Vous êtes partis vivre au Rwanda il y a quelques années, avec votre femme franco-rwandaise et vos filles de 8 et 11 ans. Comment le vivez-vous ?
G. F. : C’est une découverte. J’ai grandi au Burundi, le Rwanda je ne connaissais pas. C’est un pays jeune, parce que l’an 1994 est là-bas comme une année zéro. Le Rwanda d’aujourd’hui n’a rien à voir avec le Rwanda d’avant. Tout a changé. L’âge médian est autour de 19 ans, tous ces jeunes n’ont pas vécu le génocide. Je suis dans la découverte tous les jours, parce que le pays lui-même se découvre tous les jours, se cherche. Il a ses défis, il a ses fantômes aussi.
L’exercice de la mémoire y est très délicat. Depuis le génocide des Tutsis au Rwanda, les mentions ethniques ont été interdites et il est interdit de se définir en tant que Hutu ou Tutsi. Tout le monde est rwandais. Les mots « hutu » et « tutsi » sont des mots que les enfants ne connaissent plus. Lorsque ma fille m’a demandé « C’est quoi tutsi ? », il m’a fallu lui répondre qu’aujourd’hui nous n’étions plus hutus ou tutsis, qu’on était tous rwandais, mais qu’il fallait quand même qu’elle sache que ça avait existé. Le pays se cherche, voilà. Au Burundi voisin, c’est l’inverse, il y a des quotas. Il faut 60 % de Tutsis, 40 % de Hutus dans toutes les instances représentatives.
Jusqu’où a-t-on besoin de rage pour porter son combat ?
G. F. : Mon maître d’espérance, c’est René Depestre. Il disait que l’homme doit osciller entre la tendresse et la révolte. Il n’y a pas de grande tendresse sans grande révolte. Lorsqu’on est révolté avec de la haine, on court à son propre péril. Il ne peut donc y avoir que des révoltes pleines de tendresse. C’est ce que je ressens avec le rap. On entend souvent les gens dire que c’est une musique violente. Vraiment ? Moi, je n’entends que des chanteurs appartenant à un endroit, étant attachés à des gens, tenant à une histoire, à leur dignité.
Plus jeune, quand j’écoutais certaines chansons de variété, je me disais : « Mais ils vivent dans quel monde ? » Aligner des mots pour aligner des mots, je n’ai jamais compris. J’ai toujours cette impression que lorsqu’on fait une phrase, il faut qu’elle pèse lourd. Pour moi, en ce sens, Ferré, Brel, Brassens appartiennent au monde des rappeurs. Leurs textes sont ancrés, ils ont un pied dans le sol. Mon père me racontait que Brel effrayait les adultes dans sa jeunesse. Il y avait trop de mots, trop de densité. Moi j’aime cette densité-là, j’aime les poètes denses.

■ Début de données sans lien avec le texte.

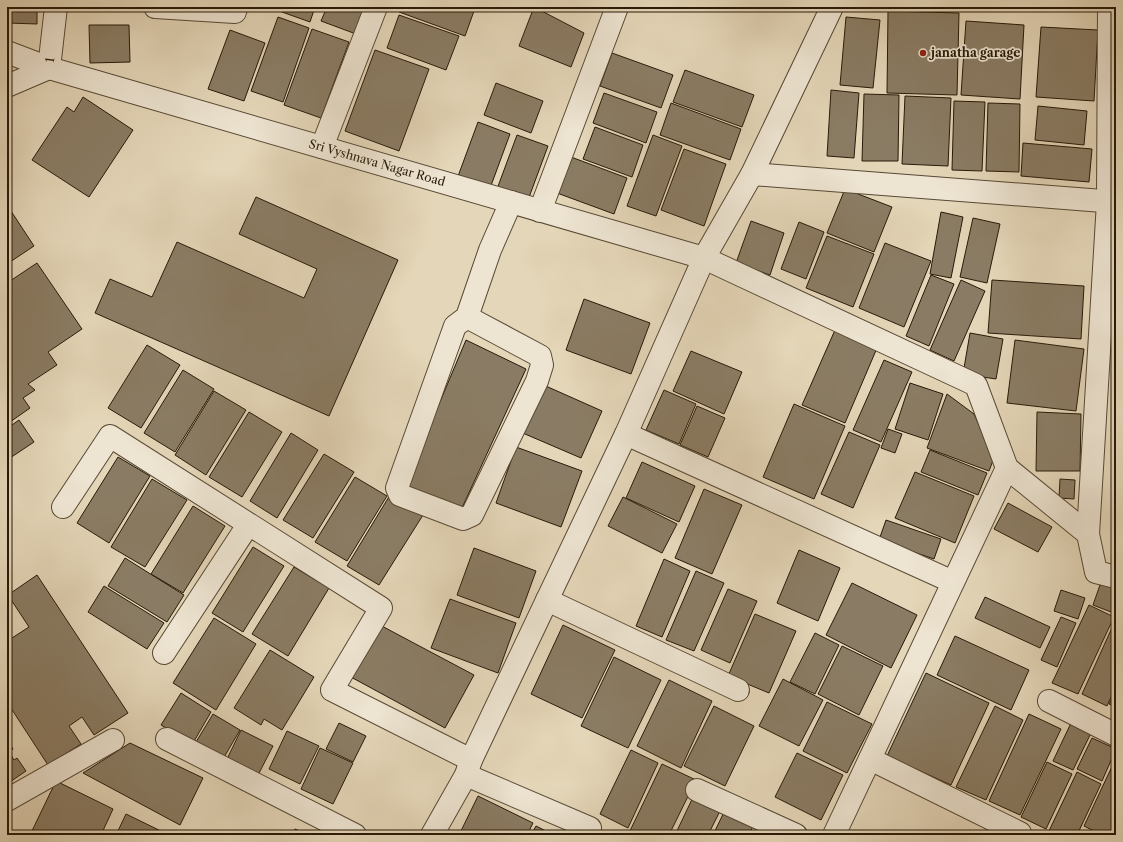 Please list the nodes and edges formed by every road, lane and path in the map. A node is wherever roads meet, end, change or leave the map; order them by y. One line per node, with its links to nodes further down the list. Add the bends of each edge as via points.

Le français est une langue qui a été créée pour peser. C’est une langue qui propulse, ce n’est pas une langue intérieure, qui ronronne. C’est une langue percussive qui tape, qui frappe. Je sais qu’il y a des gens que ça rebute. J’ai toujours eu l’impression que le rap, c’était comme si on enfilait des perles d’aphorismes. Je suis tombé dedans à l’adolescence, un âge de l’absolu, j’avais besoin d’une musique frontale. Les mots ont un poids, un sens, une résonance, une histoire. Ils doivent tout porter à la fois. Moi-même j’avance à tâtons lorsque j’écris.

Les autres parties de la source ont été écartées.